=== INSTRUCTIONS TO FOLLOW ===
Report every line below that has the string "Elevated" in it.

=== ENTRIES SHOWN ===
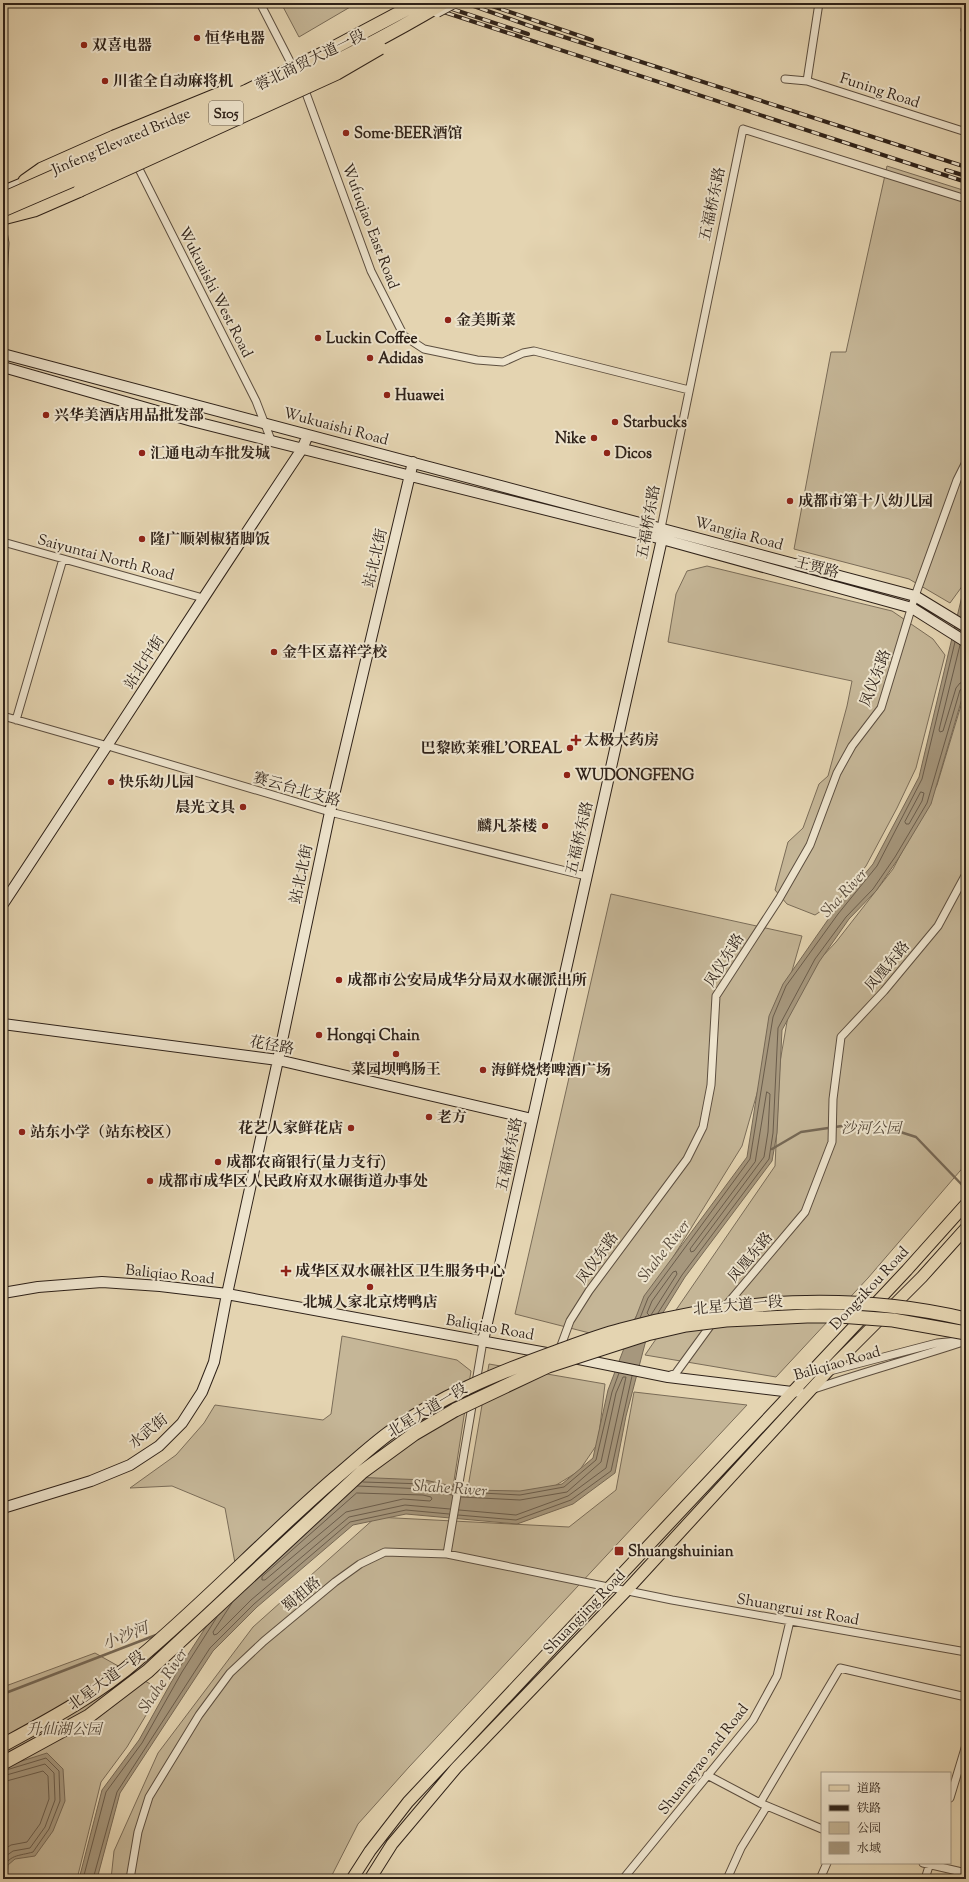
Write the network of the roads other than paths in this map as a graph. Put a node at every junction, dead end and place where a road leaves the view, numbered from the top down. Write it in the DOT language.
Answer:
graph roads {
  1 [pos="260,3"];
  2 [pos="418,3"];
  3 [pos="449,3"];
  4 [pos="819,3"];
  5 [pos="403,8"];
  6 [pos="397,30"];
  7 [pos="293,67"];
  8 [pos="785,79"];
  9 [pos="808,81"];
  10 [pos="301,83"];
  11 [pos="966,132"];
  12 [pos="134,158"];
  13 [pos="25,181"];
  14 [pos="3,191"];
  15 [pos="3,199"];
  16 [pos="966,199"];
  17 [pos="3,210"];
  18 [pos="3,218"];
  19 [pos="3,232"];
  20 [pos="3,281"];
  21 [pos="3,354"];
  22 [pos="3,367"];
  23 [pos="689,390"];
  24 [pos="265,423"];
  25 [pos="308,435"];
  26 [pos="271,440"];
  27 [pos="302,449"];
  28 [pos="413,462"];
  29 [pos="966,462"];
  30 [pos="409,476"];
  31 [pos="661,528"];
  32 [pos="657,538"];
  33 [pos="3,542"];
  34 [pos="63,559"];
  35 [pos="915,596"];
  36 [pos="203,598"];
  37 [pos="912,608"];
  38 [pos="966,627"];
  39 [pos="966,642"];
  40 [pos="3,716"];
  41 [pos="16,720"];
  42 [pos="108,746"];
  43 [pos="330,812"];
  44 [pos="966,874"];
  45 [pos="586,876"];
  46 [pos="3,904"];
  47 [pos="3,1024"];
  48 [pos="278,1060"];
  49 [pos="532,1119"];
  50 [pos="962,1208"];
  51 [pos="966,1228"];
  52 [pos="3,1293"];
  53 [pos="227,1294"];
  54 [pos="966,1319"];
  55 [pos="966,1333"];
  56 [pos="483,1341"];
  57 [pos="966,1341"];
  58 [pos="558,1355"];
  59 [pos="828,1371"];
  60 [pos="668,1377"];
  61 [pos="814,1389"];
  62 [pos="792,1392"];
  63 [pos="3,1508"];
  64 [pos="447,1554"];
  65 [pos="612,1587"];
  66 [pos="627,1590"];
  67 [pos="790,1621"];
  68 [pos="966,1652"];
  69 [pos="966,1697"];
  70 [pos="3,1745"];
  71 [pos="966,1745"];
  72 [pos="3,1764"];
  73 [pos="707,1775"];
  74 [pos="951,1795"];
  75 [pos="764,1804"];
  76 [pos="821,1829"];
  77 [pos="827,1864"];
  78 [pos="928,1864"];
  79 [pos="966,1874"];
  80 [pos="130,1879"];
  81 [pos="352,1879"];
  82 [pos="370,1879"];
  83 [pos="623,1879"];
  84 [pos="727,1879"];
  85 [pos="820,1879"];
  86 [pos="925,1879"];
  1 -- 7 [label="street, Wufuqiao East Road"];
  2 -- 5 [label="highway, Jinfeng Elevated Bridge / S105, bridge"];
  3 -- 6 [label="highway, Jinfeng Elevated Bridge / S105, bridge"];
  3 -- 10 [label="street, 蓉北商贸大道一段, bridge"];
  4 -- 9 [label="street"];
  5 -- 7 [label="street"];
  5 -- 13 [label="highway, bridge"];
  5 -- 15 [label="highway, Jinfeng Elevated Bridge / S105, bridge"];
  6 -- 17 [label="highway, Jinfeng Elevated Bridge / S105, bridge"];
  6 -- 18 [label="highway, bridge"];
  7 -- 10 [label="street, Wufuqiao East Road"];
  7 -- 13 [label="street"];
  8 -- 9 [label="street, Funing Road"];
  9 -- 11 [label="street, Funing Road"];
  10 -- 12 [label="street, 蓉北商贸大道一段"];
  10 -- 23 [label="street, Wufuqiao East Road"];
  12 -- 18 [label="street, 蓉北商贸大道一段"];
  12 -- 24 [label="street, Wukuaishi West Road"];
  13 -- 14 [label="street"];
  16 -- 23 [label="street, 五福桥东路"];
  19 -- 20 [label="street"];
  21 -- 24 [label="street, Wukuaishi Road"];
  22 -- 26 [label="street, Wukuaishi Road"];
  23 -- 31 [label="street, 五福桥东路"];
  24 -- 25 [label="street, Wukuaishi Road"];
  24 -- 26 [label="street, Wukuaishi West Road"];
  25 -- 27 [label="street, 站北中街"];
  25 -- 28 [label="street, Wukuaishi Road"];
  26 -- 27 [label="street, Wukuaishi Road"];
  27 -- 30 [label="street, Wukuaishi Road"];
  27 -- 36 [label="street, 站北中街"];
  28 -- 30 [label="street, 站北北街"];
  28 -- 31 [label="street, Wukuaishi Road"];
  29 -- 35 [label="street, 凤仪东路"];
  30 -- 32 [label="street, Wukuaishi Road"];
  30 -- 43 [label="street, 站北北街"];
  31 -- 32 [label="street, 五福桥东路"];
  31 -- 35 [label="street, Wangjia Road"];
  32 -- 37 [label="street, 王贾路"];
  32 -- 45 [label="street, 五福桥东路"];
  33 -- 34 [label="street, Saiyuntai North Road"];
  34 -- 36 [label="street, Saiyuntai North Road"];
  34 -- 41 [label="street"];
  35 -- 37 [label="street, 凤仪东路"];
  35 -- 38 [label="street, Wangjia Road"];
  36 -- 42 [label="street, 站北中街"];
  37 -- 39 [label="street, 王贾路"];
  37 -- 58 [label="street, 凤仪东路"];
  40 -- 41 [label="street, 赛云台北支路"];
  41 -- 42 [label="street, 赛云台北支路"];
  42 -- 43 [label="street, 赛云台北支路"];
  42 -- 46 [label="street, 站北中街"];
  43 -- 45 [label="street, 赛云台北支路"];
  43 -- 48 [label="street, 站北北街"];
  44 -- 60 [label="street, 凤凰东路"];
  45 -- 49 [label="street, 五福桥东路"];
  47 -- 48 [label="street, 花径路"];
  48 -- 49 [label="street, 花径路"];
  48 -- 53 [label="street, 站北北街"];
  49 -- 56 [label="street, 五福桥东路"];
  50 -- 62 [label="main road, Dongzikou Road"];
  51 -- 59 [label="main road, Dongzikou Road"];
  52 -- 53 [label="street, Baliqiao Road"];
  53 -- 56 [label="street, Baliqiao Road"];
  53 -- 63 [label="street, 水武街"];
  54 -- 70 [label="highway, 北星大道一段, bridge"];
  55 -- 72 [label="highway, 北星大道一段, bridge"];
  56 -- 58 [label="street, Baliqiao Road"];
  56 -- 64 [label="street, 五福桥东路"];
  57 -- 59 [label="street, Baliqiao Road"];
  57 -- 61 [label="street, Baliqiao Road"];
  58 -- 60 [label="street, Baliqiao Road"];
  59 -- 61 [label="main road, Shuangjing Road"];
  60 -- 62 [label="street, Baliqiao Road"];
  61 -- 62 [label="street, Baliqiao Road"];
  61 -- 66 [label="main road, Shuangjing Road"];
  62 -- 65 [label="main road, Shuangjing Road"];
  64 -- 65 [label="street, 蜀祖路"];
  64 -- 80 [label="street, 蜀祖路"];
  65 -- 66 [label="street, 蜀祖路"];
  65 -- 81 [label="main road, Shuangjing Road"];
  66 -- 67 [label="street, Shuangrui 1st Road"];
  66 -- 82 [label="main road, Shuangjing Road"];
  67 -- 68 [label="street, Shuangrui 1st Road"];
  67 -- 73 [label="street, Shuangyao 2nd Road"];
  69 -- 75 [label="street"];
  71 -- 74 [label="street"];
  73 -- 75 [label="street"];
  73 -- 83 [label="street, Shuangyao 2nd Road"];
  75 -- 76 [label="street"];
  75 -- 84 [label="street"];
  77 -- 85 [label="street"];
  78 -- 79 [label="street"];
  78 -- 86 [label="street"];
}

=== OUTPUT FOR THIS EXERCISE ===
  2 -- 5 [label="highway, Jinfeng Elevated Bridge / S105, bridge"];
  3 -- 6 [label="highway, Jinfeng Elevated Bridge / S105, bridge"];
  5 -- 15 [label="highway, Jinfeng Elevated Bridge / S105, bridge"];
  6 -- 17 [label="highway, Jinfeng Elevated Bridge / S105, bridge"];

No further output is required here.